Records from a collection
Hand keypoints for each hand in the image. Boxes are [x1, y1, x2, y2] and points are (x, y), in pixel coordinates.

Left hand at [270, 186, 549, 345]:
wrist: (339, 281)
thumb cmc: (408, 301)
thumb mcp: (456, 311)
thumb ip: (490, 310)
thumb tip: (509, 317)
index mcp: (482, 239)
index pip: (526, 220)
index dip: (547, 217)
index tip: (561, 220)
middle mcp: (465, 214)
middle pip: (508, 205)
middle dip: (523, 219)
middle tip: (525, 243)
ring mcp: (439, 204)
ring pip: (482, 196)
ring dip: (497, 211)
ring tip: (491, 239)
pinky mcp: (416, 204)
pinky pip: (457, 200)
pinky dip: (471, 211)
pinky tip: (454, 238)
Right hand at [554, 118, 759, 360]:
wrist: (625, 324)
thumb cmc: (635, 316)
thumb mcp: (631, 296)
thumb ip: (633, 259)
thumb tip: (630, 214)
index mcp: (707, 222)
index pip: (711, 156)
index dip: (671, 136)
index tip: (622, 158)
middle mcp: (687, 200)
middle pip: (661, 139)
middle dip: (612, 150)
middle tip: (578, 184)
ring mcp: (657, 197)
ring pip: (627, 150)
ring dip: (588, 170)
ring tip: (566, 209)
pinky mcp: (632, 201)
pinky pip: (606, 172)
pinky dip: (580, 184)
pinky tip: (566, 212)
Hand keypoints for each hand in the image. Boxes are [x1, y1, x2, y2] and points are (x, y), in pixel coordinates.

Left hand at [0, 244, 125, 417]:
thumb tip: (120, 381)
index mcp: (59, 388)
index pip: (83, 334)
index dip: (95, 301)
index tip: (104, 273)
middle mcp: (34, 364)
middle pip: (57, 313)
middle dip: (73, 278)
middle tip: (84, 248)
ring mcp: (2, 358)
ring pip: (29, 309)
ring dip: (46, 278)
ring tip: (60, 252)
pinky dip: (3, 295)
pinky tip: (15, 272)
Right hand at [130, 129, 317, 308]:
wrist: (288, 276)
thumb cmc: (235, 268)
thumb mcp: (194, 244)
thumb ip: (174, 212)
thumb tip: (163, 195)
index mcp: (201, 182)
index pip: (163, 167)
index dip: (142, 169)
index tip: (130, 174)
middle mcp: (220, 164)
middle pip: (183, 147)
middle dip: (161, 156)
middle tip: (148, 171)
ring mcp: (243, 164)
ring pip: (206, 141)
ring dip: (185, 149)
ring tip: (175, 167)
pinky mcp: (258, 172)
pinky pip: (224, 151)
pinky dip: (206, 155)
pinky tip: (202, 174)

## [Instructions for the task]
Your answer should be the lines from the one containing "index dip: (142, 169)" through the last line of the records, repeated exactly and with nothing added.

## [Answer area]
index dip: (142, 169)
index tip: (130, 174)
middle mcp: (220, 164)
middle pip: (183, 147)
middle dip: (161, 156)
middle tip: (148, 171)
ring mcp: (243, 164)
ring pip: (206, 141)
ring dip: (185, 149)
ring tip: (175, 167)
pinky mcp: (258, 172)
pinky pip: (224, 151)
pinky dip: (206, 155)
pinky tip: (202, 174)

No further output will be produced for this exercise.